The 1957 Middle Tennessee Blue Raiders football team represented the Middle Tennessee State College—now known as Middle Tennessee State University—as a member of the Ohio Valley Conference (OVC) during the 1957 college football season. Led by 11-year head coach Charles M. Murphy, the Blue Raiders compiled a record an overall record of 10–0 with a mark of 5–0 in conference play, winning the OVC title.

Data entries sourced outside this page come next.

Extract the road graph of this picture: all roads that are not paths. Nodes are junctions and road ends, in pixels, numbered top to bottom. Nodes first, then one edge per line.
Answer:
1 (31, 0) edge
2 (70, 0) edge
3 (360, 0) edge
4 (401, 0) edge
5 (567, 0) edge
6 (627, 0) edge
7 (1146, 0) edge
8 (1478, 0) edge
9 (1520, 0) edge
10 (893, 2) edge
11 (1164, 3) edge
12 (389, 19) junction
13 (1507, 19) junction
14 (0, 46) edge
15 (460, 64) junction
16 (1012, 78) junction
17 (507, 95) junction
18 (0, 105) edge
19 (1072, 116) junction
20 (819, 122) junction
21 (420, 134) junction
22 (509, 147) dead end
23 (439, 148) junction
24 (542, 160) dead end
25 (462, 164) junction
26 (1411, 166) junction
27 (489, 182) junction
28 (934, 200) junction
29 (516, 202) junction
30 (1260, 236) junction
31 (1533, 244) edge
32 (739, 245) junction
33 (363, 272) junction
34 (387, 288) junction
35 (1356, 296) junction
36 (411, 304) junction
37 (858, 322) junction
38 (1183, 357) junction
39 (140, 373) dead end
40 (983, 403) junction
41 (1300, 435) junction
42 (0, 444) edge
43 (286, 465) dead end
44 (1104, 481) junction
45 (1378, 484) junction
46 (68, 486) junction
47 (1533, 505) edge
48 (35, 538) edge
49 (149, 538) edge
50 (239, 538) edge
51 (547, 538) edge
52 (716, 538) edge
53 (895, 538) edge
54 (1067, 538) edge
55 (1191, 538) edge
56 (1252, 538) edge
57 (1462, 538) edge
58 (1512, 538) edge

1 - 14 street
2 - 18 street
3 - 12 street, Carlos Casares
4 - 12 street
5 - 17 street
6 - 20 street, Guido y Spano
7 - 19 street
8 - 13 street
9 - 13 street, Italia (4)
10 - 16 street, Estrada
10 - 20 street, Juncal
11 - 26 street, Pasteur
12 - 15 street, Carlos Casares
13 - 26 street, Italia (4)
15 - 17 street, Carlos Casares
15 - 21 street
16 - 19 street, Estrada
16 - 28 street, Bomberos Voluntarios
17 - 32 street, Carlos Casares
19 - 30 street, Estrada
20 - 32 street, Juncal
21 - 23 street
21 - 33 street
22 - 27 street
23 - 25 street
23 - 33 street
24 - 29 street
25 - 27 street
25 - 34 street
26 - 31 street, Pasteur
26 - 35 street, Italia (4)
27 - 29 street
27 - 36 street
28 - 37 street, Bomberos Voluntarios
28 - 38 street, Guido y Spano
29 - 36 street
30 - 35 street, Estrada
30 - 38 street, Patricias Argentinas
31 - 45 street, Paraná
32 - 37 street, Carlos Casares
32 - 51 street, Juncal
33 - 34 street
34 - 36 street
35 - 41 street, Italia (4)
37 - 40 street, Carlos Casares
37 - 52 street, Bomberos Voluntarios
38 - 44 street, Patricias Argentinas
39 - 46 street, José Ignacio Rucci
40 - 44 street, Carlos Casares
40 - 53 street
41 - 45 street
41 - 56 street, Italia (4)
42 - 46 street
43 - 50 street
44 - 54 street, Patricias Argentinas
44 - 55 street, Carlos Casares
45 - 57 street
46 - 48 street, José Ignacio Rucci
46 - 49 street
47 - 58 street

The team's captains were B. Rolman and R. Massey.

==Schedule==

| Date | Opponent | Site | Result | Source |
| September 14 | at Florence State* | Florence, AL | W 26–0 |  |
| September 28 | Jacksonville State* | Horace Jones Field; Murfreesboro, TN; | W 25–0 |  |
| October 4 | Western Kentucky | Horace Jones Field; Murfreesboro, TN (rivalry); | W 26–7 |  |
| October 12 | at Eastern Kentucky | Richmond, KY | W 35–14 |  |
| October 19 | Chattanooga* | Horace Jones Field; Murfreesboro, TN; | W 20–6 |  |
| October 26 | at Morehead State | Morehead, KY | W 18–6 |  |
| November 2 | at Austin Peay* | Clarksville Municipal Stadium; Clarksville, TN; | W 14–0 |  |
| November 9 | at Murray State | Cutchin Stadium; Murray, KY; | W 22–0 |  |
| November 16 | East Tennessee State* | Horace Jones Field; Murfreesboro, TN; | W 33–7 |  |
| November 28 | Tennessee Tech | Horace Jones Field; Murfreesboro, TN; | W 22-0 |  |
*Non-conference game;

==After the season==
===NFL draft===
The following Blue Raiders were selected in the 1958 NFL draft following the season.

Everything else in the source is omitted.